Overby pleads guilty to federal fraud charges
By Staff Reports
Published in News on August 1, 2010 1:50 AM
WILMINGTON -- A Goldsboro man has pleaded guilty in federal court to conspiring to commit mail, wire and bank fraud in violation of Title 18, United States Code, Section 371.
U.S. Attorney George E.B. Holding announced that Harold Aubrey Overby, 44, the president of HALO of North Carolina, Inc., and doing business as Hunter Creek Homes, a manufactured home dealership in Smithfield, entered into an agreement to defraud Southern Bank and Trust Co.
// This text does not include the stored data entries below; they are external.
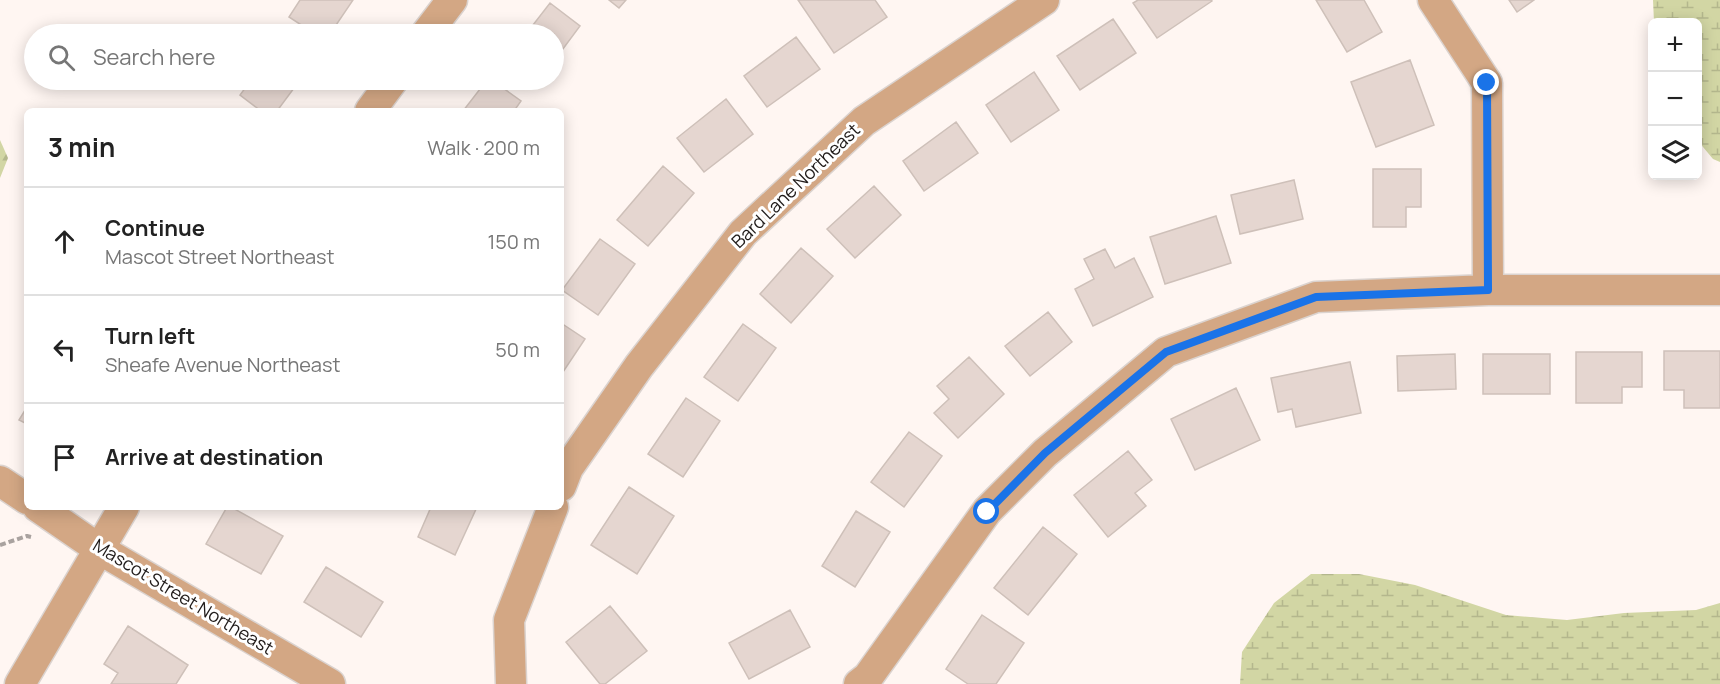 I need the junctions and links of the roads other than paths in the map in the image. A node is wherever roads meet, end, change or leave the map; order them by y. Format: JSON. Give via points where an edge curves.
{"nodes":[{"id":1,"x":452,"y":0,"type":"edge"},
{"id":2,"x":1044,"y":0,"type":"edge"},
{"id":3,"x":1433,"y":0,"type":"edge"},
{"id":4,"x":434,"y":24,"type":"edge"},
{"id":5,"x":386,"y":90,"type":"edge"},
{"id":6,"x":372,"y":108,"type":"edge"},
{"id":7,"x":1488,"y":290,"type":"junction"},
{"id":8,"x":1720,"y":290,"type":"edge"},
{"id":9,"x":564,"y":478,"type":"edge"},
{"id":10,"x":0,"y":481,"type":"edge"},
{"id":11,"x":24,"y":498,"type":"edge"},
{"id":12,"x":42,"y":510,"type":"edge"},
{"id":13,"x":122,"y":510,"type":"edge"},
{"id":14,"x":552,"y":510,"type":"edge"},
{"id":15,"x":99,"y":549,"type":"junction"},
{"id":16,"x":20,"y":684,"type":"edge"},
{"id":17,"x":330,"y":684,"type":"edge"},
{"id":18,"x":511,"y":684,"type":"edge"},
{"id":19,"x":859,"y":684,"type":"edge"}],
"edges":[{"from":1,"to":4,"type":"street"},
{"from":2,"to":9,"type":"street","name":"Bard Lane Northeast","via":[[864,121],[743,233],[639,366]]},
{"from":3,"to":7,"type":"street","via":[[1487,83]]},
{"from":5,"to":6,"type":"street"},
{"from":7,"to":8,"type":"street"},
{"from":7,"to":19,"type":"street","via":[[1316,297],[1166,352],[1045,453],[987,512],[868,677]]},
{"from":10,"to":11,"type":"street"},
{"from":12,"to":15,"type":"street","name":"Mascot Street Northeast"},
{"from":13,"to":15,"type":"street"},
{"from":14,"to":18,"type":"street","via":[[509,620]]},
{"from":15,"to":16,"type":"street"},
{"from":15,"to":17,"type":"street","name":"Mascot Street Northeast"}]}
According to the court, from January 2004 to November 2006, Overby, needing capital to avoid bankruptcy, obtained funds from the bank by supplying false and fraudulent statements and information in relation to his customers' construction loans.
These resulted in numerous distributions of cash, which Overby converted to his own interests.
Additionally, Overby made fraudulent statements concerning his income, debt, and collateral, to obtain three other loans from the bank.
All of these loans went into default, ultimately resulting in losses to the bank in excess of $300,000.
At his sentencing, which is scheduled for November, he faces up to five years' imprisonment followed by up to three supervised release and a fine of up to $250,000.
This case was investigated and prosecuted by the U.S. Attorney's Mortgage Fraud Task Force, a group of federal and state law enforcement agencies whose goal is to fast-track mortgage fraud prosecutions.
Assistant U.S. Attorney William Gilmore represented the government.